Celer’s Future Predictions is a vast and ambitious work: spanning four discs, it’s an ambient exploration on a truly grand scale. Each disc contains a single longform track, each running at around half an hour, with the shortest, ‘No Sleep in Medan’ clocking in at 27’30”, and the longest, ‘Nothing Will Change’ 42’36”.
According to the write-up, the compositions are made with ‘tape loops, from digital and acoustic instruments, field recordings and foley sounds’, and ‘with a focus on introspection and imagination, each piece begins with all layers playing, with minimal additional long-term structural development in order to maintain a state’. There’s a conceptual lineage here, if not an auditory one: Future Predictions is the follow-up to 2018’s Memory Repetitions which was based on memory and the interpretation of it over time. Future Predictions, we learn, ‘is instead based on the idea of future situations, and should be seen as a meditation on future events’.

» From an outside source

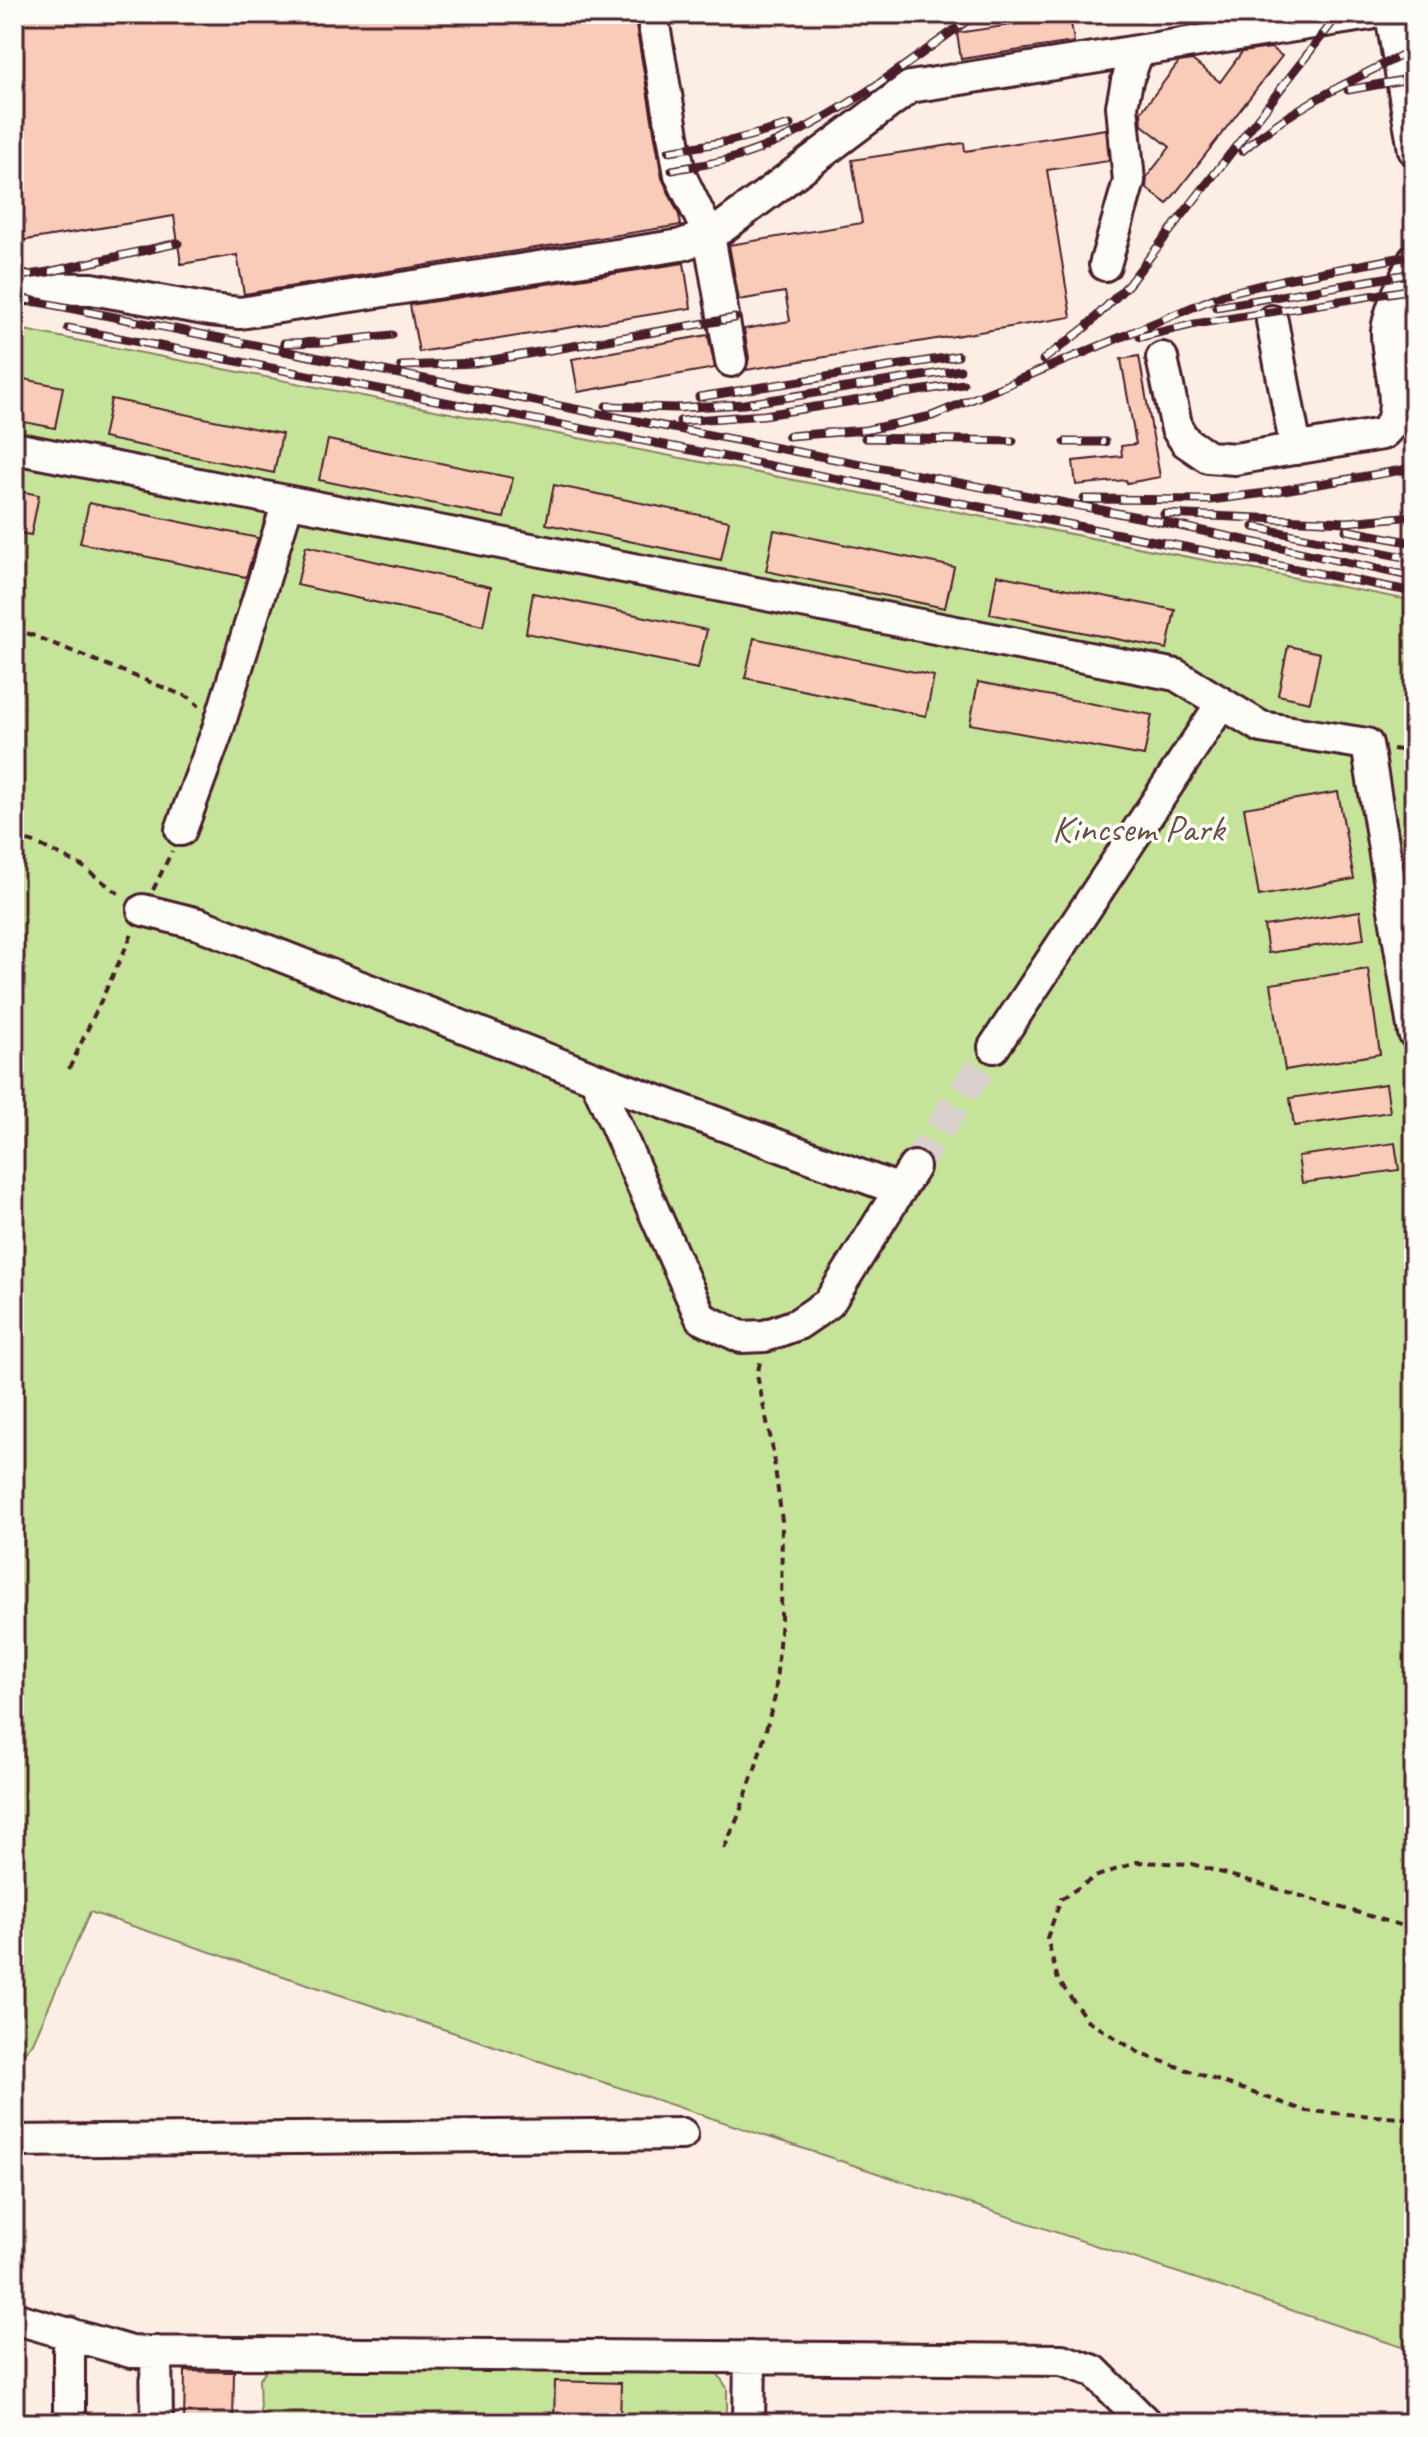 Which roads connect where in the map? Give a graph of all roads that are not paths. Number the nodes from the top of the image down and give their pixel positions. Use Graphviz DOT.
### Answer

While the various elements of tape loops and various instruments are indistinguishable, combining in their simultaneity to create soft, supple sonic washes, hovering drones interweaving interminably, the overall effect is incredibly immersive.

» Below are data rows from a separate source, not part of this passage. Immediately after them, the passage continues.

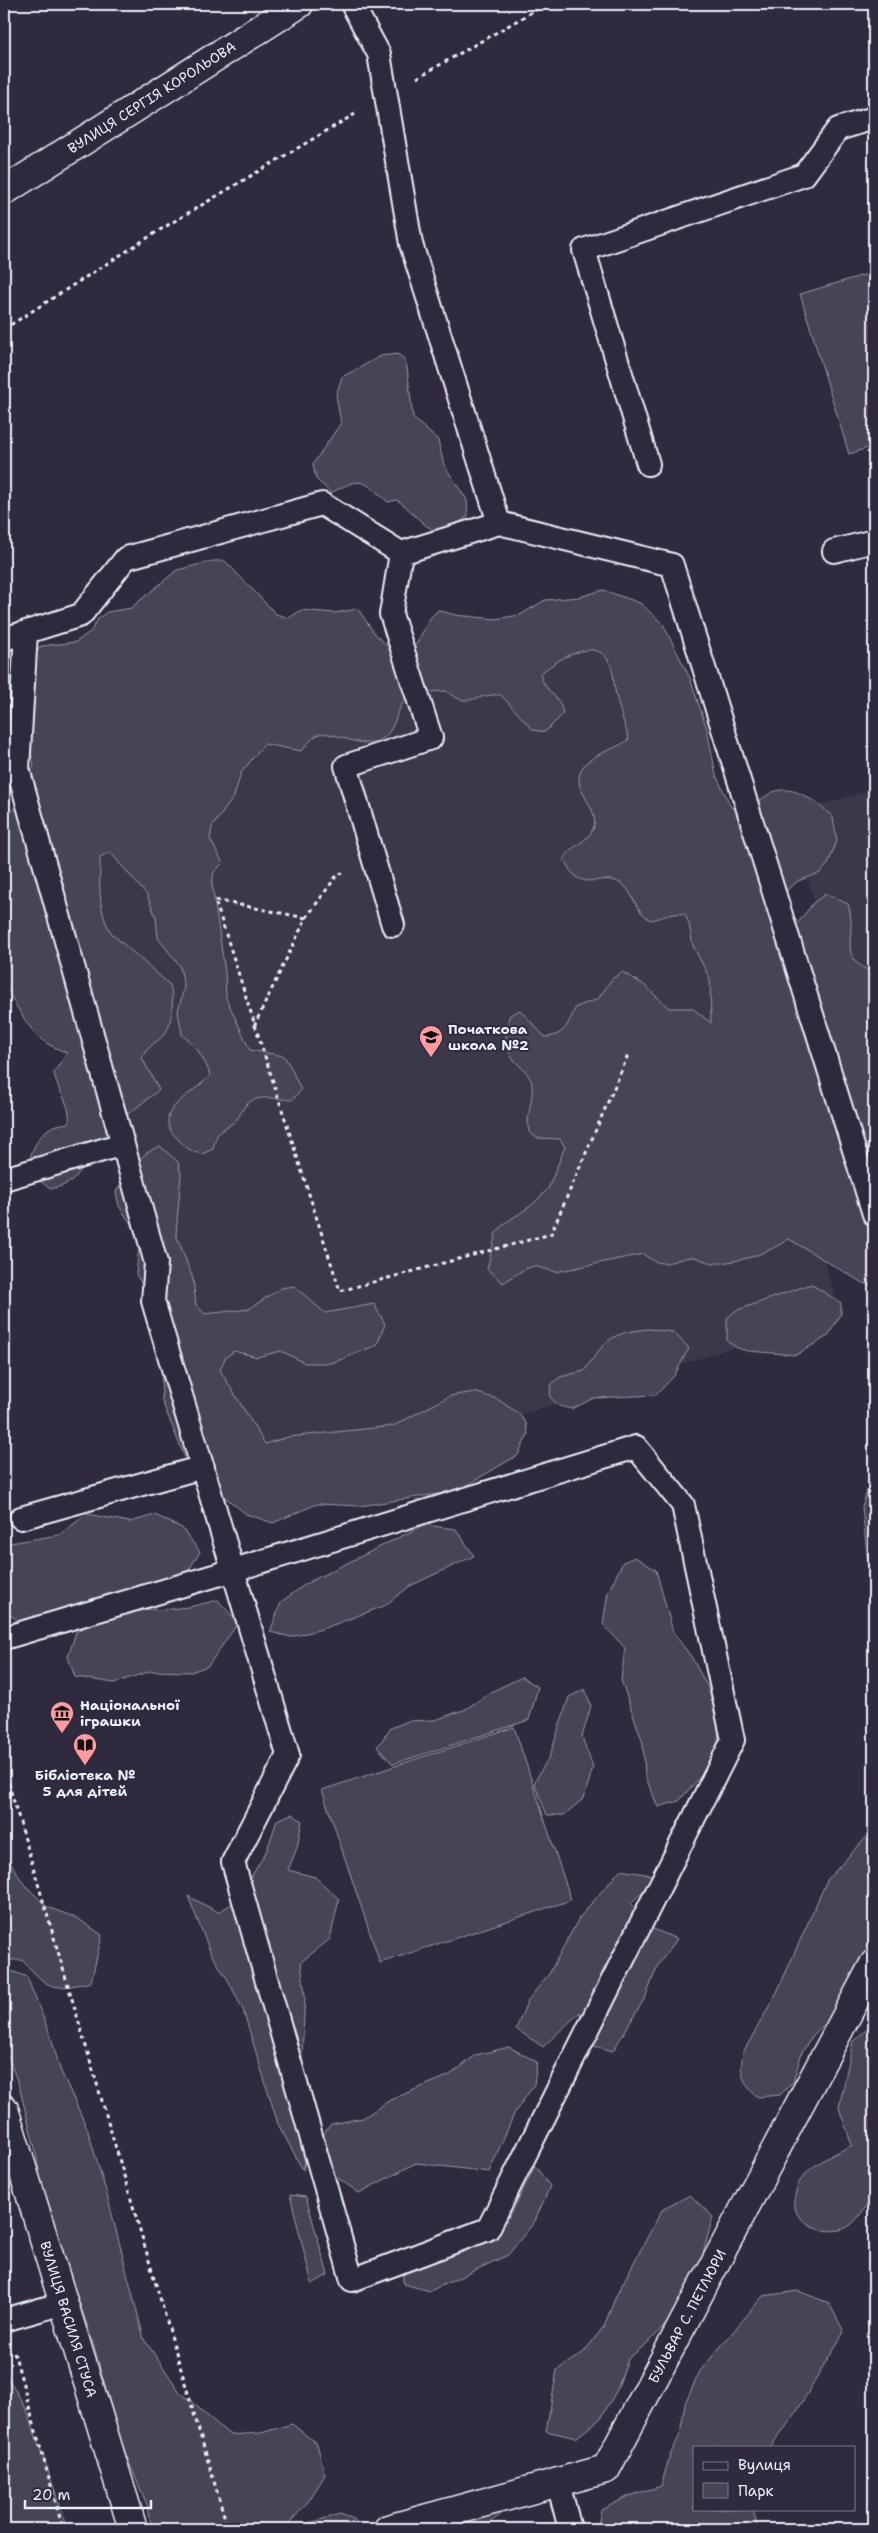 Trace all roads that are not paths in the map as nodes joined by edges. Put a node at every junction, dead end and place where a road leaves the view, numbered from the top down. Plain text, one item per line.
1 (299, 4) edge
2 (352, 4) edge
3 (874, 118) edge
4 (4, 191) edge
5 (648, 464) dead end
6 (499, 523) junction
7 (874, 541) edge
8 (834, 551) dead end
9 (401, 553) junction
10 (26, 632) junction
11 (4, 639) edge
12 (393, 925) dead end
13 (122, 1144) junction
14 (4, 1179) edge
15 (874, 1214) edge
16 (203, 1467) junction
17 (21, 1518) dead end
18 (234, 1570) junction
19 (4, 1638) edge
20 (874, 1964) edge
21 (4, 2109) edge
22 (64, 2303) junction
23 (4, 2319) edge
24 (558, 2483) junction
25 (133, 2529) edge
26 (388, 2529) edge
27 (570, 2529) edge

1 - 4 street, ВУЛИЦЯ СЕРГІЯ КОРОЛЬОВА
2 - 6 lane
3 - 5 lane
6 - 9 lane
6 - 15 lane
7 - 8 lane
9 - 10 lane
9 - 12 lane
10 - 11 lane
10 - 13 lane
13 - 14 lane
13 - 16 lane
16 - 17 lane
16 - 18 lane
18 - 18 lane
18 - 19 lane
20 - 24 street, БУЛЬВАР C. ПЕТЛЮРИ
21 - 22 street, ВУЛИЦЯ ВАСИЛЯ СТУСА
22 - 23 lane
22 - 25 street, ВУЛИЦЯ ВАСИЛЯ СТУСА
24 - 26 street, БУЛЬВАР C. ПЕТЛЮРИ
24 - 27 lane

The first of the four, ‘Merita’ is light, drifting like mist over dewy expanses of grassland at sunrise, and while I initially find myself waiting for some progression, expecting some transitional shift, after a time the stasis becomes the end in itself.
‘No Sleep’ inches into darker territory, with deeper, rumbling low notes but after a few minutes this sense of difference dissipates in the drift of elongated notes that have no clear definition, no forward trajectory, no overt sense of movement, but instead hover and hang in the air for all time. ‘Quaraous’ brings new layers, new tones, new, shades, a shimmering light and swell of organ to the proceedings, and for a time it again feels different, but again, that difference fades over the course of half an hour of sameness.
The effects of Future Predictions are cumulative. It’s true that on a purely practical level, few, if any, are likely to listen to all four discs or digital files in succession, although it’s in this context of continuous play that it works best. Admittedly, this is not music to listen to, but to allow to drift by. You don’t listen: you feel it and on a subconscious level as you drift, and you let life happen and continue as normal. I read and replied to texts and emails, while the sound swelled and hummed in eternal undulations. They didn’t transport me anywhere, they didn’t ‘do’ anything. And yet, inducing a certain sense of sedation, of slowness, of tranquility, they achieved everything.